Highlights of Foreign Travel
by Henry Howard Harper





Here’s a short book on the ups and downs of cruise-packages, or at least one of them: from America to the Mediterranean in 1925, by Henry Howard Harper.

He states that he was requested to write something about the trip, and chose to concentrate on those little things that happen to travelers that everybody else forgets to tell you, or were just his own unexpected adventures.

It is quite funny in parts. The illustrations by Haydon are very good. I have to agree with his assessment of Jerusalem as the Promised Land, as un-PC as that may be.

Even basic information about Henry H. Harper is hard to come by. After serious searching this is what I can tell you about him. He was born in 1871 and died in 1953. He lived in New York for a while as an adult, where he married Marguerite Rogers Young. Harper was a avid bibliophile, and he was one of the founders of the Bibliophile Society of Boston, along with Nathan Haskell Dole, among others, in 1901. Dole was the President and he was the treasurer for several years.

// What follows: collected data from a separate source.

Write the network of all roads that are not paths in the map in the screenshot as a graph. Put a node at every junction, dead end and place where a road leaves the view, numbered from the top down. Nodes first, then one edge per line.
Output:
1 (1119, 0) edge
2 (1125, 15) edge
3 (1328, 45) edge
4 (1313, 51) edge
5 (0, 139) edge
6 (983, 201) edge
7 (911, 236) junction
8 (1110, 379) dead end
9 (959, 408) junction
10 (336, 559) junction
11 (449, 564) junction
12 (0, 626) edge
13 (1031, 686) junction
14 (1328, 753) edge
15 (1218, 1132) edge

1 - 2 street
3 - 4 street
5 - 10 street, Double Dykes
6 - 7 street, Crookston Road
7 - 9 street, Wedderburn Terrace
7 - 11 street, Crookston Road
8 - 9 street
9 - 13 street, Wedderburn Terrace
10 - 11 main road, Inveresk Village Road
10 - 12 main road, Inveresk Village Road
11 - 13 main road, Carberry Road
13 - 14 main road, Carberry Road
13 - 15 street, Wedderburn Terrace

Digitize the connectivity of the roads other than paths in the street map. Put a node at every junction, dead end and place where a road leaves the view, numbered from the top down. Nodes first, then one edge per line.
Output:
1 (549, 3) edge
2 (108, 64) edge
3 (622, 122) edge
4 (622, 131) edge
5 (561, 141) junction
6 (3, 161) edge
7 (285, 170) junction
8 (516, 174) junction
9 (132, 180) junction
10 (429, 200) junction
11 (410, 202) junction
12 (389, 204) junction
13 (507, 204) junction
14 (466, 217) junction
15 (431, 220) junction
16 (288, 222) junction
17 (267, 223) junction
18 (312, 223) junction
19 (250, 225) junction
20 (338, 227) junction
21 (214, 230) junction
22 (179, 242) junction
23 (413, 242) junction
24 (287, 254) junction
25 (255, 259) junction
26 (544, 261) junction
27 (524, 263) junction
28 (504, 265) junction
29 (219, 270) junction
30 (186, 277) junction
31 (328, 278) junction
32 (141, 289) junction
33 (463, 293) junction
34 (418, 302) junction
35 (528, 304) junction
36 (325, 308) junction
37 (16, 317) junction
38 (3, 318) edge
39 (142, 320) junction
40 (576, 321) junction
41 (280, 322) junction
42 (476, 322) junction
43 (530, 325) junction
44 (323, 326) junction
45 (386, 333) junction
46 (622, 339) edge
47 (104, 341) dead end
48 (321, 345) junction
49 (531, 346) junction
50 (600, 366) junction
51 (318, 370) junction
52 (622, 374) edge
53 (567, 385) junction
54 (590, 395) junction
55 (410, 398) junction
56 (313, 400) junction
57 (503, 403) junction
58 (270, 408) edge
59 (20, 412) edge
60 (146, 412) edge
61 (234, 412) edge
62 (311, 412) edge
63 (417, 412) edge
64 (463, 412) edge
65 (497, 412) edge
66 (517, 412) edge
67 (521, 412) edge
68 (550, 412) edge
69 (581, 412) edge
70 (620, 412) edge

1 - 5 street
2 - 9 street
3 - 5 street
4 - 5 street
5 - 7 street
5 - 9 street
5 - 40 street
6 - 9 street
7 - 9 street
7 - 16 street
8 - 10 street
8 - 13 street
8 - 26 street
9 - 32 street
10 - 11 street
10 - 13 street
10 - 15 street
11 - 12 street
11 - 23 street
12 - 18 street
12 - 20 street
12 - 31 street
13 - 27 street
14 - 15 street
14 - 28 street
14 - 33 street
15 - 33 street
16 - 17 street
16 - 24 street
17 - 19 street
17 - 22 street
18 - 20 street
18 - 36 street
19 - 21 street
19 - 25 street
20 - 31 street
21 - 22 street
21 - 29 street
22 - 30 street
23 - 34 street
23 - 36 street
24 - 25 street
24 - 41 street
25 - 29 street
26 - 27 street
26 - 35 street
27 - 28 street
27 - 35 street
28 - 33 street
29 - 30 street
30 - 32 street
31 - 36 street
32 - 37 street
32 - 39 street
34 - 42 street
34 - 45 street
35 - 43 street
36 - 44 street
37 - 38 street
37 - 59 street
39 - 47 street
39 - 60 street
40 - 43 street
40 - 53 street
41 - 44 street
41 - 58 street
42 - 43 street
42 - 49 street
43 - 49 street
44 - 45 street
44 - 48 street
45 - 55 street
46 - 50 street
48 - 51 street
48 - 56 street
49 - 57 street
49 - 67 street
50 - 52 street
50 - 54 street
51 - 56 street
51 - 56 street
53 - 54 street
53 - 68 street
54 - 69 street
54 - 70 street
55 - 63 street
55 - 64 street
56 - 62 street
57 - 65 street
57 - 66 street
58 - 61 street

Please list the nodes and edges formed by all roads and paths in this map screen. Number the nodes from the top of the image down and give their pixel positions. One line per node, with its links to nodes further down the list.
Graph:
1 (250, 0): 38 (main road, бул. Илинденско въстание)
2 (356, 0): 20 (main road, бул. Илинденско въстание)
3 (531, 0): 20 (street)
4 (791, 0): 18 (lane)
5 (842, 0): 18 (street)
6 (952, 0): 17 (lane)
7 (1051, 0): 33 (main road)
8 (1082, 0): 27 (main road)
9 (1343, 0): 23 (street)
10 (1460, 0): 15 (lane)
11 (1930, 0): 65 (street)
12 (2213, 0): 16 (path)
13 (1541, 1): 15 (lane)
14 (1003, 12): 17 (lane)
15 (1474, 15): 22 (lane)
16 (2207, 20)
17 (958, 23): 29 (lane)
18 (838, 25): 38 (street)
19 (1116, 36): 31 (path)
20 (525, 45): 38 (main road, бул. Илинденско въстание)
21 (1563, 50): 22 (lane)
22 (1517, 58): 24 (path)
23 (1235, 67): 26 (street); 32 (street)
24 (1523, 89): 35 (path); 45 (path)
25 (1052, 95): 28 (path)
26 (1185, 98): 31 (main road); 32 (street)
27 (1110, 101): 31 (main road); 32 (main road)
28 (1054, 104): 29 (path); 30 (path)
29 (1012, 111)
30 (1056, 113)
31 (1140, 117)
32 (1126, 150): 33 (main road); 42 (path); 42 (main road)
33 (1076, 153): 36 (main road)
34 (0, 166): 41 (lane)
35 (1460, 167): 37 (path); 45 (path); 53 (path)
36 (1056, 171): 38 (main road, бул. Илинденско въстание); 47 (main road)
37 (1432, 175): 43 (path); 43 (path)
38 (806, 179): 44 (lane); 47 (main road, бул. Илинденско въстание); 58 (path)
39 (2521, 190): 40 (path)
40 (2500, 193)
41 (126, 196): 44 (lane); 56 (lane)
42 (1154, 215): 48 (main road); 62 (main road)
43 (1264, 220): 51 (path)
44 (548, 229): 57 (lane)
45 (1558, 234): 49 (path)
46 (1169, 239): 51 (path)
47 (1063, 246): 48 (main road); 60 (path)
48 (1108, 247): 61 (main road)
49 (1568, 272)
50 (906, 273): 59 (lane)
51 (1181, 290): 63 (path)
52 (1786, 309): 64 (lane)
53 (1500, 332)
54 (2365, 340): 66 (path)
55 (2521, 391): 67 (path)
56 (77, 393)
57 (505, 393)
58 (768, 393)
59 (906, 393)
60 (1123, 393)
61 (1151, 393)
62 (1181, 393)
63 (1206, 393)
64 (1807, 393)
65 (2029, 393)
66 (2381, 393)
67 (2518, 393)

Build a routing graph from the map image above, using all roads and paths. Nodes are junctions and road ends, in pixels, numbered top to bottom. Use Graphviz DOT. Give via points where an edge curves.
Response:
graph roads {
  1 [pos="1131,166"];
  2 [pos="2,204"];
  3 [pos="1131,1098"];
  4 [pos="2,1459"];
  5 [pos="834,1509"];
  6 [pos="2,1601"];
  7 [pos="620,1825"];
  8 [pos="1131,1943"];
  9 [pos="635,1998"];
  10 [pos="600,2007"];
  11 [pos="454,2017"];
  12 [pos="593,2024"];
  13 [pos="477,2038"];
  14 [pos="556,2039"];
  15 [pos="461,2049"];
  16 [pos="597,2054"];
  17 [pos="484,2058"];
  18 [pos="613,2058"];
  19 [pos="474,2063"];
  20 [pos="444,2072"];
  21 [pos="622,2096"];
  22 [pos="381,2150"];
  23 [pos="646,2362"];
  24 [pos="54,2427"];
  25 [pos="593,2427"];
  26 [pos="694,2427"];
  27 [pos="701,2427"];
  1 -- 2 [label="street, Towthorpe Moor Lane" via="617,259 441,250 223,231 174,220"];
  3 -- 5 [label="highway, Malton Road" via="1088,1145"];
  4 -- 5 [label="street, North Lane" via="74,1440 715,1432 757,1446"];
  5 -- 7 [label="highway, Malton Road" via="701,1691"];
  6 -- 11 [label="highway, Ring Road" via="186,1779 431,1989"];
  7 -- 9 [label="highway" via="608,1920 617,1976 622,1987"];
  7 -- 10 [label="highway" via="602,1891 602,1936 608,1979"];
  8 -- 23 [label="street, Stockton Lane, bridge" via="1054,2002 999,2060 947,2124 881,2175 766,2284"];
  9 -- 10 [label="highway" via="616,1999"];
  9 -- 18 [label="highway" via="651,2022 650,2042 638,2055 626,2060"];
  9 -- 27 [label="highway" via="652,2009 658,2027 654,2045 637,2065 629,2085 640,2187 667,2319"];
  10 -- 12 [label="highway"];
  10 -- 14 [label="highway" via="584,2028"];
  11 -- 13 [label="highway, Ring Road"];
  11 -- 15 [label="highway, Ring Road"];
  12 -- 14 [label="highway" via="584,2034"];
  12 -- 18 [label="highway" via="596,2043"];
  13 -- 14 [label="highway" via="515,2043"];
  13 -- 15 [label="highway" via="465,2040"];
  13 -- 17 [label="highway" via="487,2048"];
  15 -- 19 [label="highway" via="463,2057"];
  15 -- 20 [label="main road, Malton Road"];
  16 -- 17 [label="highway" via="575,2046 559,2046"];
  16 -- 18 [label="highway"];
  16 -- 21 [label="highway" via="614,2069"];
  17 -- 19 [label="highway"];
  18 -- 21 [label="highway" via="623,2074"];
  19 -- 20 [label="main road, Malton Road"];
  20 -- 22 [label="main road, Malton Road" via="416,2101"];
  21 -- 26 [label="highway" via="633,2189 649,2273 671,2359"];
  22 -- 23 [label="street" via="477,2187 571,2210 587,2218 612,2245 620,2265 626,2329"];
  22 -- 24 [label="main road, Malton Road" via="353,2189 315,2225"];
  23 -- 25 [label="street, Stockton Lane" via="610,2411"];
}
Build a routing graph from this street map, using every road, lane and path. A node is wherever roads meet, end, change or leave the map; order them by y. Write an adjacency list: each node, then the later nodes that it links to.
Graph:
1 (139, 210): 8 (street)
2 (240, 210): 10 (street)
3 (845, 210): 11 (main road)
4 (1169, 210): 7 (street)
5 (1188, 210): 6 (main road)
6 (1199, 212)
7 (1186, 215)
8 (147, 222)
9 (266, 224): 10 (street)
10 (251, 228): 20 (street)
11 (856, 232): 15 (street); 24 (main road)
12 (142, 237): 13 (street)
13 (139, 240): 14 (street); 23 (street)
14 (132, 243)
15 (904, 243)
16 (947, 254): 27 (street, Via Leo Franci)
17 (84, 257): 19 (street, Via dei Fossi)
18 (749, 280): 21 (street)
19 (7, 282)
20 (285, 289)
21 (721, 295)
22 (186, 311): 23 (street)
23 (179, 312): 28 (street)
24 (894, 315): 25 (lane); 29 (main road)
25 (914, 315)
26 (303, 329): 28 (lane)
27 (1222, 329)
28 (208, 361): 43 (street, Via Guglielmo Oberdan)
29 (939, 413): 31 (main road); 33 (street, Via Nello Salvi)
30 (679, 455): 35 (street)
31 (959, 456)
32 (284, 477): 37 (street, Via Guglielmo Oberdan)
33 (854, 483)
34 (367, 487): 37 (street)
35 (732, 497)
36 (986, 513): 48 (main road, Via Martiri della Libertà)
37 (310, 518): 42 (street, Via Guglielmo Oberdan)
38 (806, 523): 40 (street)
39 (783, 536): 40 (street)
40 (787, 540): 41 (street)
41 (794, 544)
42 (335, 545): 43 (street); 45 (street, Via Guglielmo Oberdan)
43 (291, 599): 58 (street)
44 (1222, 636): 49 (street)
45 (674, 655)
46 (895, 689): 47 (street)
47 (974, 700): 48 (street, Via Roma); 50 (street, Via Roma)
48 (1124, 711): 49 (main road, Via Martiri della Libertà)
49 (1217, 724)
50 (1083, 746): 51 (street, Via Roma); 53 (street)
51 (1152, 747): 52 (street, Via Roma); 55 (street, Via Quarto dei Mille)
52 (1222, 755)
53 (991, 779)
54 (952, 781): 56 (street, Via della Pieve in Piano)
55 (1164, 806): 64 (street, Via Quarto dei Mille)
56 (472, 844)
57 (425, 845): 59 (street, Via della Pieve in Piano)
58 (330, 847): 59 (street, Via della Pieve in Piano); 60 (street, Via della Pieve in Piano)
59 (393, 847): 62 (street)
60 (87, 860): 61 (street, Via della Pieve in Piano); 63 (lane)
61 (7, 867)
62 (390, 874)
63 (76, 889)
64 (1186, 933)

His wife’s father, James Carleton Young, of Minnesota, was a world famous bibliophile, too, and had the largest collection of Fielding materials in the world. He also bought Émile Zola’s library after his death.

Later on, Harper and his wife had one of the largest collectons of Dickens’ material themselves. As a result, Marguerite and Henry Harper co-wrote Romantic Mr. Dickens: a Comedy-Drama in Three Acts, Cedar Rapids: Torch Press, 1941.

He and his wife co-authored a couple of other books. Harper alone wrote for years and years: novels, articles, poetry and plays. He edited and/or authored works on Robert Louis Stevenson, Voltaire, Dickens, Lamb, Eugene Field, Henry Fielding, Henry James and Mary Wollstonecraft Shelley. There were a couple of books about books, manuscripts and book-collecting, as you’d expect. He also wrote about his travels to Mexico as well as the trip mentioned in this book, although it took place several years earlier, investing in a ranch there (and he was not thrilled with Mexico but the book got positive reviews in The American Stationer, Volume 67, 1910, p. 35.) There’s another book by him called Letters from Palestine, which I imagine grew out of this cruise, too.

In 1927 he and Dole wrote the introduction and notes for The Attic Tragedies: Sophocles, Euripides and Aeschylus, in 3 volumes. He and Dole didn’t like books just for their covers, and their literary tastes crossed all eras and genres. The Bibliophile Society put out at least three huge collections of literary extracts: little mini-libraries by themselves: ranging from 20 to 30 or so fat books per collection. Nathan Haskell Dole was the editor-in-chief.

The Bibliophile Society’s members included Henry Cabot Lodge, J. Pierpont Morgan, George W. Vanderbilt, and other of that upper-crust ilk, according to an article about a Meeting of the Bibliophile Society, at a dinner in Boston, in the New York Times, March 15, 1908. So Harper was very well connected.

Allen J. Hubin, the author of Crime Fiction IV: A Comprehensive Bibliography, 1749-2000, has a listing online for Henry Howard Harper, stating that he was born in LaCrescent, Minnesota and died in Pinehurst, North Carolina, but I can find nothing else saying this. His wife was from Minnesota, for sure, according to the entry for her father, James Carleton Young, in the National Cyclopaedia of American Biography, VOL XVII, New York: James T. White, 1920. In this it states that his daughter was married to “Henry Howard Harper of New York City.” Mr. Hubin is from Minnesota, and hangs out at the University of Minnesota Library a lot, so he has access to material that the rest of us don’t. I’ll write him and ask! (and let you know what I hear.)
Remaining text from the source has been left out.